━━━ Task inputs ━━━
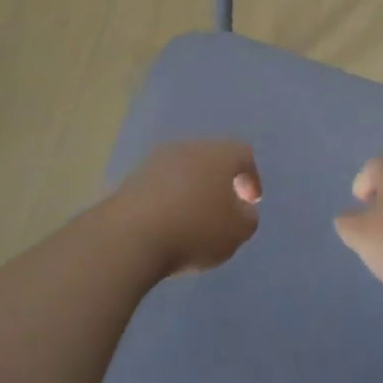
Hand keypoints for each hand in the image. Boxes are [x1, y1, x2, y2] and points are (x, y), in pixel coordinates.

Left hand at [112, 139, 261, 277]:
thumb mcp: (237, 232)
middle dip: (220, 181)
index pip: (243, 154)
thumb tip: (241, 209)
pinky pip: (160, 184)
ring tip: (193, 218)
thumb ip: (247, 217)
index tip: (250, 202)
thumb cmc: (195, 229)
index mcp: (219, 154)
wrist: (131, 235)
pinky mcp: (132, 177)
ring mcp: (157, 159)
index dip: (251, 177)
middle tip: (223, 207)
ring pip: (184, 169)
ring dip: (192, 189)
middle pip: (211, 158)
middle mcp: (189, 147)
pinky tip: (168, 222)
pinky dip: (168, 198)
━━━
Instructions for the task -> Pull each line containing the word "thumb" out of the data above.

Answer below ->
thumb mcp: (237, 232)
thumb tip: (241, 209)
thumb ip: (247, 217)
thumb cmc: (195, 229)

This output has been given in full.